A comparison between RabbitMQ and Apache Kafka

Published in

The MavenHive Blog

8 min readJun 4, 2018

Image used from this blog post. RabbitMQ and Apache Kafka SaaS is provided by CloudAMQP.

RabbitMQ, Kafka and many other messaging systems are implementations of Publisher-Subscriber Pattern.

Publish/Subscribe is distributed interaction paradigm well adapted to deployment of scalable and loosely coupled systems. In this post we will understand the functionalities of Pub/Sub System, learn about Kafka and RabbitMQ, draw a comparison between them on different parameters and at last we will go through the best use cases for both systems.

Core Functionalities Of Pub/Sub Systems.

I. Decoupling publishers and subscribers is the most fundamental functionality of pub/sub systems and can be decomposed into three different dimensions.

Entity Decoupling: publishers and consumers do not need to be aware of each other i.e pub/ sub infrastructure terminates the interaction in the middle
Time Decoupling: The interacting parties do not need to be actively participating in the interaction, or even stronger, switched on, at the same time.
Synchronization decoupling: the interaction between either producer or consumer and the pub/sub infrastructure does not synchronously need to block the producer or consumer execution threads, allowing maximum usage of processor resources at producers and consumers alike.

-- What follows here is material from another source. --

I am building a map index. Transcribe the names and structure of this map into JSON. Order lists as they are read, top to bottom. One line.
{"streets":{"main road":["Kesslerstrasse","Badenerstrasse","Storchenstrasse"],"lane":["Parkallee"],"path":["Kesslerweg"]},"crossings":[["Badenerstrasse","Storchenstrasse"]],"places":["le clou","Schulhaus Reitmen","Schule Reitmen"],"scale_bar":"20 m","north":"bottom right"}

II. Routing Logic (or Subscription Model) which decides if and where a packet that is coming from a producer will end up at a consumer. Two types of routing logics are:

Topic Based: Publisher tags the message with a set of topics that can be used very efficiently in filtering operations that decides which message goes to which consumer.
Content Based: All data and meta fields of the message can be used in filtering conditions.

Consumers subscribe to selective events by specifying filters using subscription language. Evaluating these complex filters comes at high processing cost.

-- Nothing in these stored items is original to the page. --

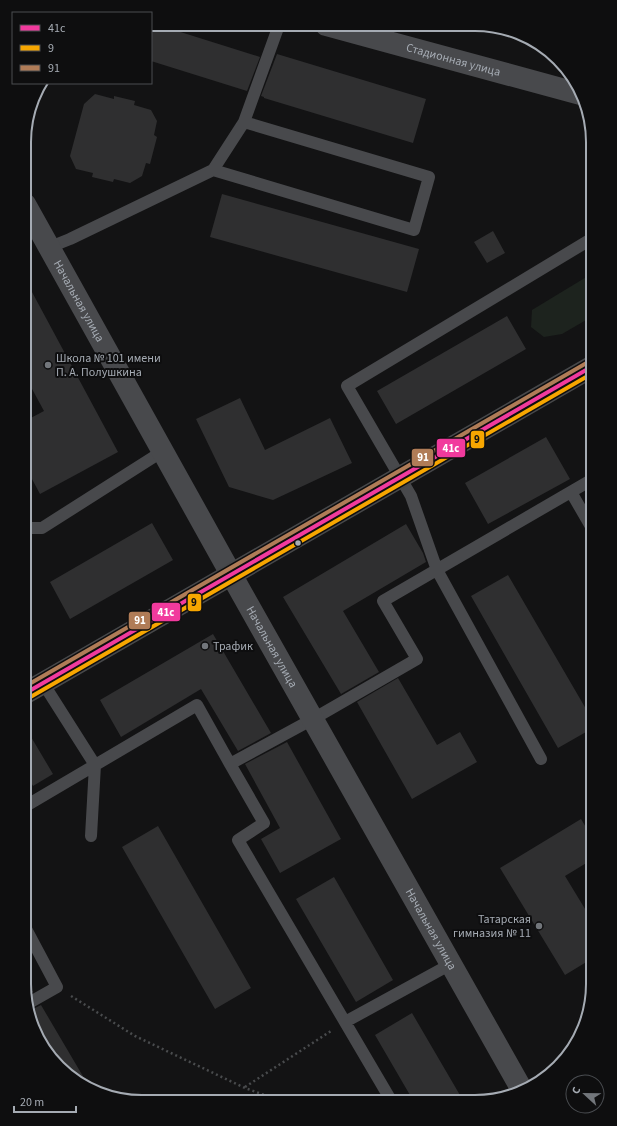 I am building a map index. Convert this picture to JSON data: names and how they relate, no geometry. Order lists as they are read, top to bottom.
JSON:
{
  "streets": {
    "street": ["Стадионная улица", "Начальная улица"]
  },
  "places": ["Школа № 101 имени П. А. Полушкина", "Трафик", "Татарская гимназия № 11"],
  "lines": ["transit line 91", "transit line 41с", "transit line 9"],
  "legend": ["41с", "9", "91"],
  "scale_bar": "20 m",
  "north": "left"
}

Quality Of Service Guarantees For A Pub/Sub System.

Correctness -> correctness behavior can be defined by three primitives. No-loss, no-duplication, no-disorder.
Availability -> It is the capacity of a system to maximize its uptime.
Scalability ->The concept of scalability refers to the ability of a system to continuously evolve in order to support a growing amount of tasks. Various dimensions are consumer/producer, topics and messages.
Transactions -> In messaging systems, transactions are used to group messages into atomic units: either a complete sequence of messages is sent (received), or none of them is.
Efficiency -> Two common measures of efficiency are the latency (or response time), and the throughput (or bandwidth).
* Latency. In any transport architecture, latency of a packet/message is . determined by the serial pipeline (i.e., sequence of processing steps) that it passes through.
* Throughput. Throughput of a transport architecture is the number of packets (or alternatively, bytes) per time unit that can be transported between producers and consumers.

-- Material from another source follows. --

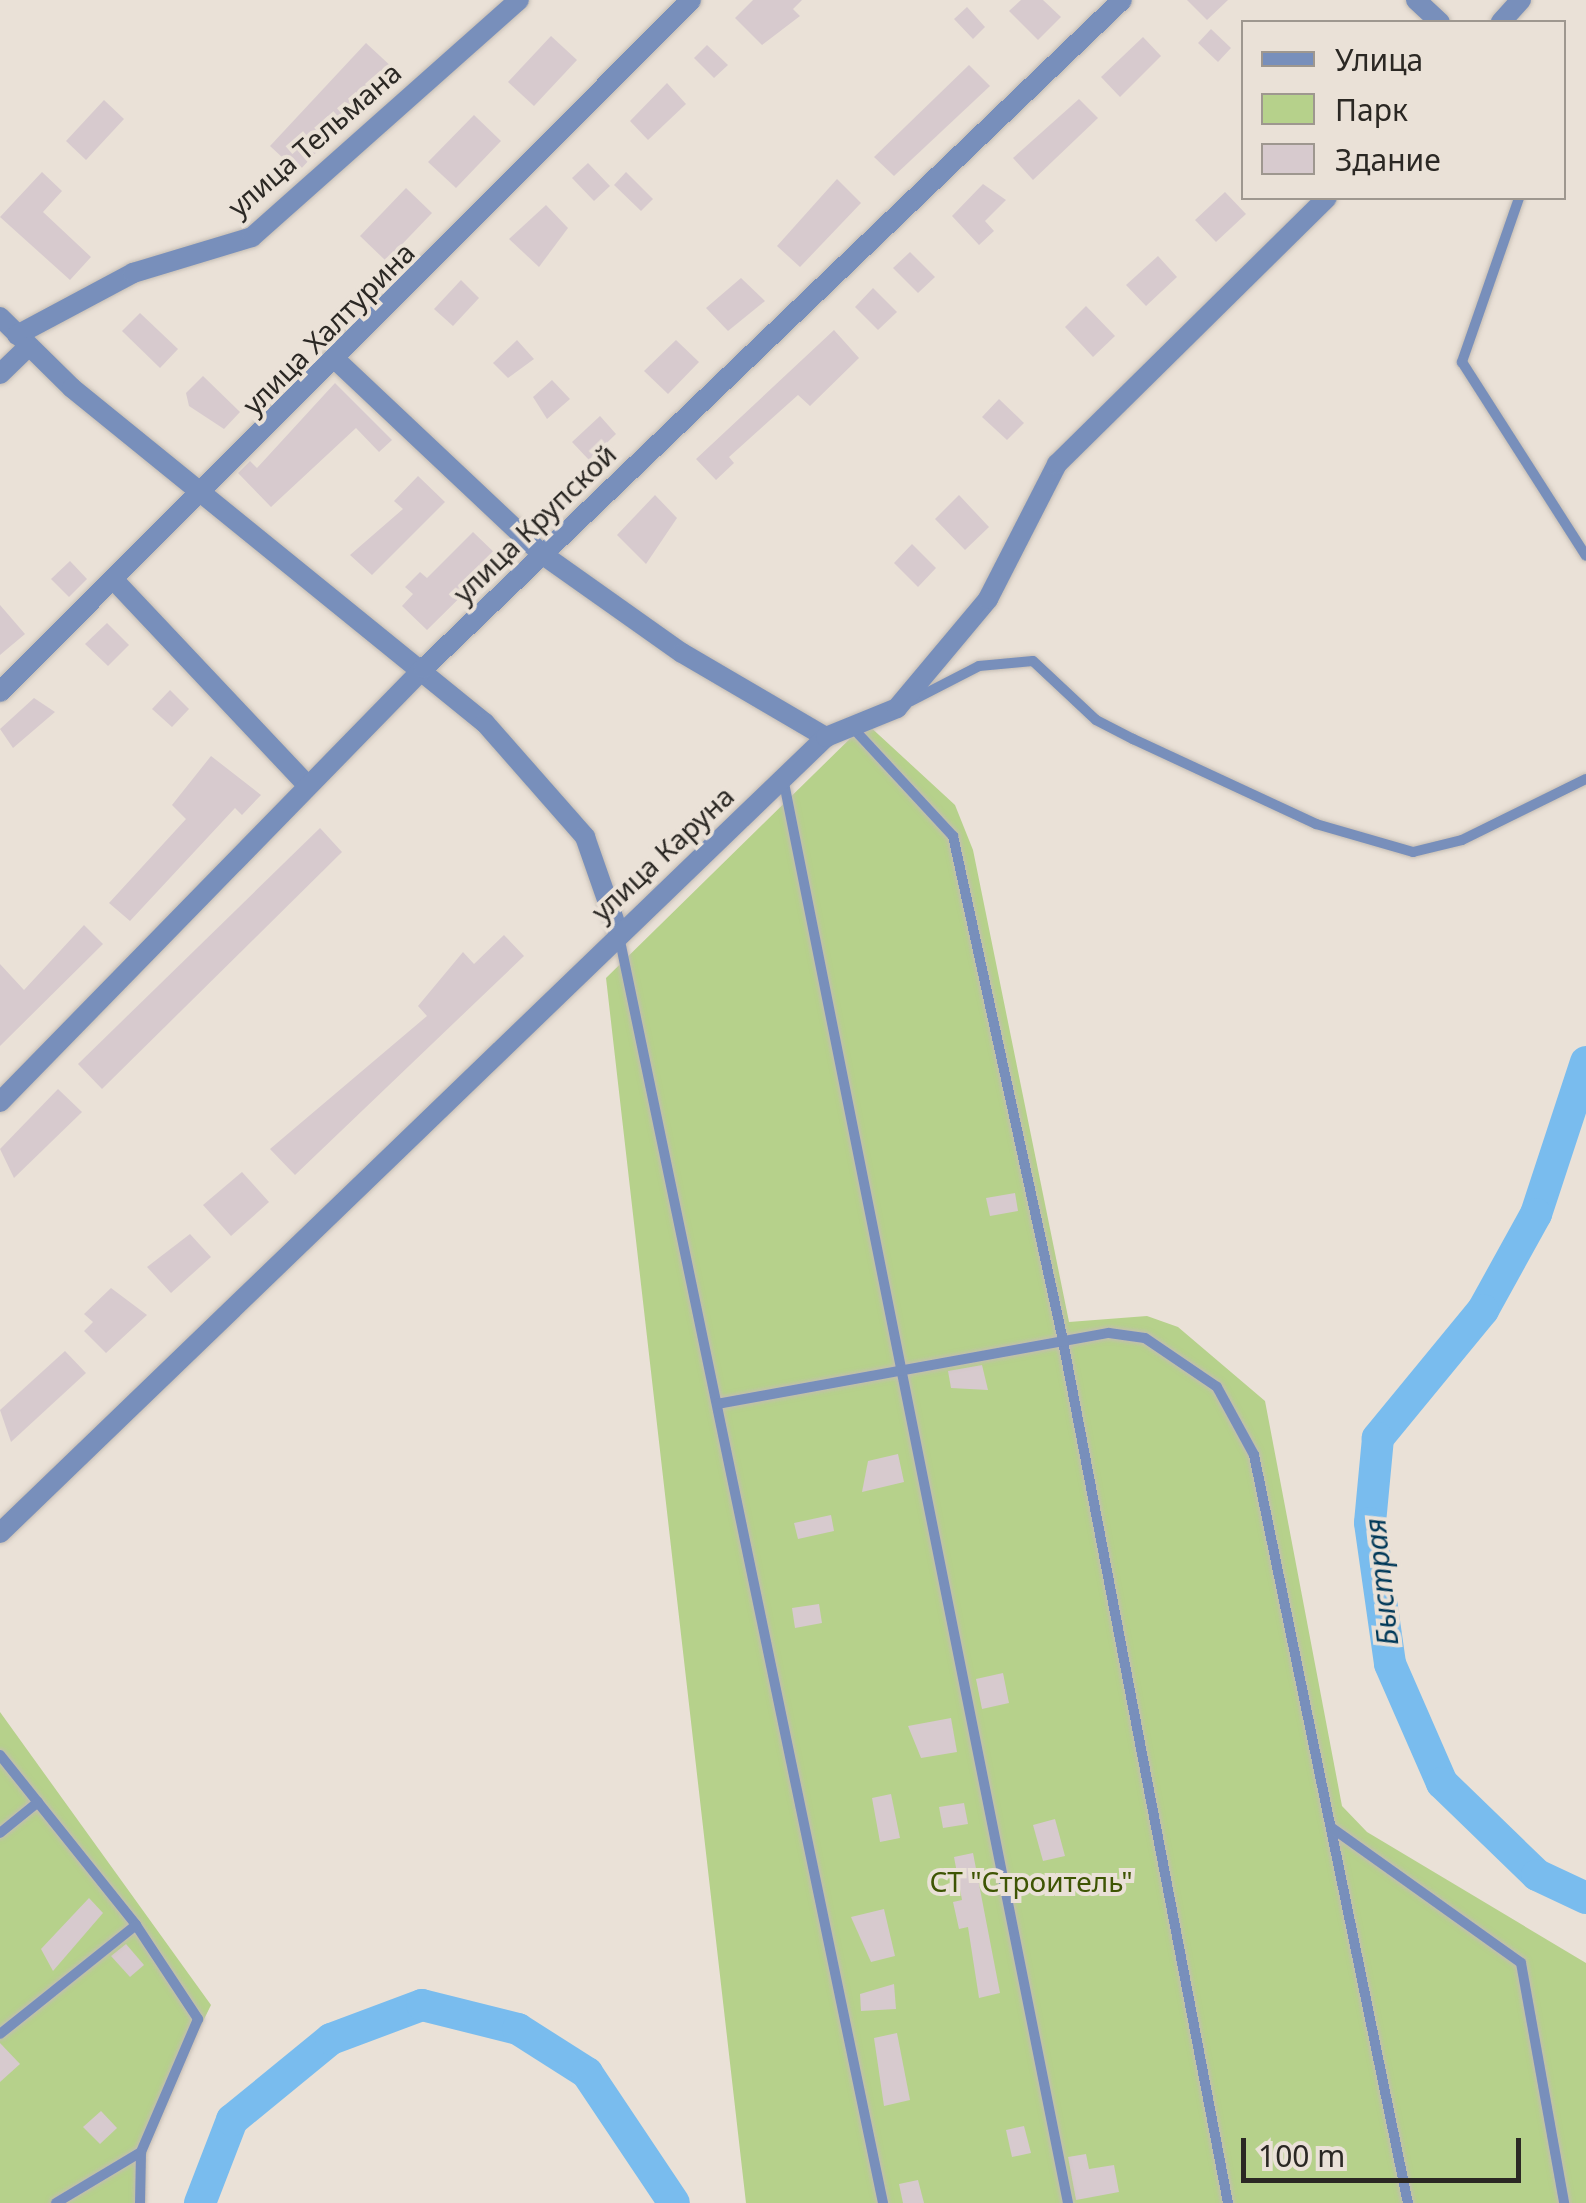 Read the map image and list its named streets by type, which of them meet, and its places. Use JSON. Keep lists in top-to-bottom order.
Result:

Important: Efficiency and Scalability often conflict with other desirable guarantees.

For eg. highly expressive and selective subscriptions require complex and expensive filtering and routing algorithms, and thus limit scalability.

Apache Kafka

Kafka was originally built at LinkedIn as its centralized event pipelining platform, replacing a disparate set of point-to-point integration systems
Kafka is designed to handle high throughput (billions of messages) .

In its design, particular attention has been paid to the efficient handling of multiple consumers of the same stream that read at different speeds (e.g., streaming vs batch).

The resulting system is a scalable publish-subscribe messaging system designed around a distributed commit log.

RabbitMQ

RabbitMQ is primarily known and used as an efficient and scalable implementation of the Advanced Message Queuing Protocol (AMQP).

What is now known as AMQP originated in 2003 at JPMorgan Chase. From the beginning AMQP was conceived as a co-operative open effort. JPMorgan Chase partnered with Red Hat to create Apache Qpid. Independently, RabbitMQ was developed in Erlang by Rabbit Technologies.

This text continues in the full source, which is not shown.